Infatti, più che il “mistero” in sé, che, finché non ci viene detto che effettivamente il suicidio di Alberta (la prostituta “a tempo perso” con cui Davide era stato poco prima che ella morisse, appunto apparentemente suicida, fatto di cui lui si sentiva responsabile: questo il trauma che l’aveva spinto a bere) presenta punti poco chiari, a essere sinceri non si capisce neanche quale sia (io fino ad allora vedevo solo transazioni fra adulti perfettamente consenzienti), è indagato con metodi alquanto inverosimili (diciamo che la polizia lascia fare al protagonista, che, a parte essere un ex carcerato, è un signor nessuno, senza alcuna autorità, un po’ quello che gli pare, l’indagine è cosa sua; inoltre, visto che negli anni sessanta non dovevano esserci ancora molte donne poliziotto, a un certo punto un compito delicatissimo viene affidato alla prima tizia che passava, o quasi) e poi “chiuso” con un bel “trionfo” per i nostri eroi (no, “trionfo” no, se si pensa al prezzo pagato da uno dei personaggi, ma insomma, sembra che in mezz’ora l’intera organizzazione venga sgominata, i romanzi di oggi non hanno più questa fiducia smisurata nella giustizia), sono i piccoli tocchi, le caratterizzazioni dei personaggi principali e di quelli minori, le scenette “di contorno” a rimanere impresse nella memoria: la Milano d’agosto in cui si crepa dal caldo, timide operaie che piegano la testa di fronte ai soprusi delle forze dell’ordine perché non hanno nemmeno coscienza dei loro diritti, distinti ma timidi signori che caricano in macchina le ragazze per un po’ di compagnia, commesse senza arte né parte che si ritrovano, spinte dal bisogno, senza neanche sapere bene come, sulla strada accanto alle “professioniste”, una sorella ingenua sedotta e abbandonata con una figlia illegittima, attaccatissima al fratello e ansiosa, un padre lontano e, si immagina, scarsamente affettuoso ma segretamente ammirato, e della cui morte ci si sente tristemente responsabili, un ragazzone tanto imponente fisicamente quanto fragile emotivamente, ricco e solo, e un genitore sconcertato e preoccupato fino al punto da arrivare a usare la violenza per scuoterlo. Insomma, una ricca umanità che sembra stare a cuore dall’autore.

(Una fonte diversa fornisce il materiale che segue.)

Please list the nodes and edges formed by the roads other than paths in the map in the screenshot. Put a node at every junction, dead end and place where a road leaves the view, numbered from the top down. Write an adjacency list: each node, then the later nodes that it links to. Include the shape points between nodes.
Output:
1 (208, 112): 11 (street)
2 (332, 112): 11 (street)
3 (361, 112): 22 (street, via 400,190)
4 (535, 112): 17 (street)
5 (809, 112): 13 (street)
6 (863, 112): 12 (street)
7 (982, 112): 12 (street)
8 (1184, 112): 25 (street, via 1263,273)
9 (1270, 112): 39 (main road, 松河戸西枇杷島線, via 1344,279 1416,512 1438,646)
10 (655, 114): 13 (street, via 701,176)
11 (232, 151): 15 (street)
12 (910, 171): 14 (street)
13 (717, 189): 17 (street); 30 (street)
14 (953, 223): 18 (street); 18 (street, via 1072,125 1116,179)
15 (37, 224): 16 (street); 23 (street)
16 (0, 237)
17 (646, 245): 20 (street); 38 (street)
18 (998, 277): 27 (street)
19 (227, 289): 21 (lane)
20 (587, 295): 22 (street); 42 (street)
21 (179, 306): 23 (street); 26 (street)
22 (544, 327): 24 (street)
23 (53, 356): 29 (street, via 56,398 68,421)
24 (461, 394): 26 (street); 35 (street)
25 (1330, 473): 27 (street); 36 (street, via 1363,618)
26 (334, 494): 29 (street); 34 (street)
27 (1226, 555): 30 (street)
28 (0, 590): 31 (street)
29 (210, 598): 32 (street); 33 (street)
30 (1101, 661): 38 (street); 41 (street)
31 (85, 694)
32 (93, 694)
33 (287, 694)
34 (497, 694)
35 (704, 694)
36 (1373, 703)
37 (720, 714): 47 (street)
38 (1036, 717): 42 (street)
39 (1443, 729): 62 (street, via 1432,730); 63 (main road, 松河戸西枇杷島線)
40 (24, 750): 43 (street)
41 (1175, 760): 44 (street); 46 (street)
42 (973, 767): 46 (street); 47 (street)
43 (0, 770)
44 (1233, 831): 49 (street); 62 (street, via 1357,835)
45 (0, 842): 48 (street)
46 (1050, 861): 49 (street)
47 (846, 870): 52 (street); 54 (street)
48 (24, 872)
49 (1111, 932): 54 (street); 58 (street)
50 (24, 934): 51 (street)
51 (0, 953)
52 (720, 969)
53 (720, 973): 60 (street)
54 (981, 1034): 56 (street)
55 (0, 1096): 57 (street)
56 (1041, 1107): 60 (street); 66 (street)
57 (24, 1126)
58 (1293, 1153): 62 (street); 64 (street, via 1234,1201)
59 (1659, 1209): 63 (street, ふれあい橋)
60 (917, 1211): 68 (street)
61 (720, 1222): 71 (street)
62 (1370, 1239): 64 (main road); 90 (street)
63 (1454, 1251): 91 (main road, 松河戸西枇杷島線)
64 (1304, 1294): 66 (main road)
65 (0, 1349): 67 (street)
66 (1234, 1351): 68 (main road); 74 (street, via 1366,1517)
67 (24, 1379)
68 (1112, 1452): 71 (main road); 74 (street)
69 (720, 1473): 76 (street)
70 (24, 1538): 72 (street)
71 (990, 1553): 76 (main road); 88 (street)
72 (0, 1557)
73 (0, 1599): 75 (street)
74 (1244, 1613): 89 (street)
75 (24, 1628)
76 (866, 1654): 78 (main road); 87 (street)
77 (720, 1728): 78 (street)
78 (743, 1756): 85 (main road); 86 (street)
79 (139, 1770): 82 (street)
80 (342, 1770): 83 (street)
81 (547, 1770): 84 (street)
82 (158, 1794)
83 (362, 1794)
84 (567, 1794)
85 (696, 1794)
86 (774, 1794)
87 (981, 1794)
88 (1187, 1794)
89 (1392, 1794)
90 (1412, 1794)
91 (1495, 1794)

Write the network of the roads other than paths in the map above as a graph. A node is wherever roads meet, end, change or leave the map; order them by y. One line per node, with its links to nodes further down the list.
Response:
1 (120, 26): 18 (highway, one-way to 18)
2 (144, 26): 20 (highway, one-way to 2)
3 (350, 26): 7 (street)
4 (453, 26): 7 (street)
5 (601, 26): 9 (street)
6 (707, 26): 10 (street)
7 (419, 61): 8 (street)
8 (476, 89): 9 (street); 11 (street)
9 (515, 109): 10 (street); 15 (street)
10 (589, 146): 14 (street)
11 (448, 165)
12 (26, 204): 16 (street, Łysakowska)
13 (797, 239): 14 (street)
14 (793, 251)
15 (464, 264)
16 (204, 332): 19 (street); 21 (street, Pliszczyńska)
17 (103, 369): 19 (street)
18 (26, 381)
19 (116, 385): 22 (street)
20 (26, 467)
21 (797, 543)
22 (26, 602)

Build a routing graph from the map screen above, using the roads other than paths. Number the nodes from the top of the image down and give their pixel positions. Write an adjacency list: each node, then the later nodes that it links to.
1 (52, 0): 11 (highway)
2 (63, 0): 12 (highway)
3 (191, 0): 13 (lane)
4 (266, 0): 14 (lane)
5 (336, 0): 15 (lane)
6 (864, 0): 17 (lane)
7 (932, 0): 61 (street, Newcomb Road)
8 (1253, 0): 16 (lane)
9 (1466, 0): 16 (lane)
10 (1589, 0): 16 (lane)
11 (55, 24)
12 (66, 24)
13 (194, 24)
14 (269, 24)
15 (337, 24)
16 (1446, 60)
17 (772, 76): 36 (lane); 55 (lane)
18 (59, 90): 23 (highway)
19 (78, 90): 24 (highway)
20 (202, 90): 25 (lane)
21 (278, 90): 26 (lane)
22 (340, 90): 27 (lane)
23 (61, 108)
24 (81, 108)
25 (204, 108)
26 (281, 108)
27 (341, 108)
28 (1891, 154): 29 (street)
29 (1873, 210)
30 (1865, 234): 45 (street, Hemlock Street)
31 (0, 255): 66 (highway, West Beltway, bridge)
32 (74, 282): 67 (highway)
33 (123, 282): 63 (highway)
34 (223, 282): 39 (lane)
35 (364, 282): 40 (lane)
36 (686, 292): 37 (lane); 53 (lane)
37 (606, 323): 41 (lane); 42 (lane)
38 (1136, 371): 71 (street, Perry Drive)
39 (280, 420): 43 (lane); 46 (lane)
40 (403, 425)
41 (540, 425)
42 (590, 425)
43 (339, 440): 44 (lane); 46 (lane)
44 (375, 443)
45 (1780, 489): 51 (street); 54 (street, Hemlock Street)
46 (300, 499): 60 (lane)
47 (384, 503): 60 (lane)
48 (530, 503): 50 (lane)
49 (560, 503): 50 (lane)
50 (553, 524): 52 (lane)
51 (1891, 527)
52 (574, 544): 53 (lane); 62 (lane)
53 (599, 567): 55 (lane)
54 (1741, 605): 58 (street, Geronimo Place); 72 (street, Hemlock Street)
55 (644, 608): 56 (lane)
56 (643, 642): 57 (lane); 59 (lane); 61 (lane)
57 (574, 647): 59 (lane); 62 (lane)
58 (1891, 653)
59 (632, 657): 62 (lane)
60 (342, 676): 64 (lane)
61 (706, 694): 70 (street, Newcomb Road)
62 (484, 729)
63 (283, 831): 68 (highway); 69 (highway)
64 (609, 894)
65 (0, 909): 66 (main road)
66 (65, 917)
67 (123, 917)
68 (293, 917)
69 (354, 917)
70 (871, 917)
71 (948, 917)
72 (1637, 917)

Con un’eccezione però, a quanto pare. Mezzo voto in meno per la violenza con cui viene tratteggiato il personaggio del fotografo “invertito”: l’autore ce lo descrive attraverso lo sguardo pieno di pregiudizi degli altri personaggi, o sono parole sue? Nel dubbio, io lo punisco (sì, lo so che è un romanzo di cinquant’anni fa, ma sono frasi veramente pesanti), ma se qualcuno mi spiega che c’era da cogliere un’ironia che mi è sfuggita, tanto meglio.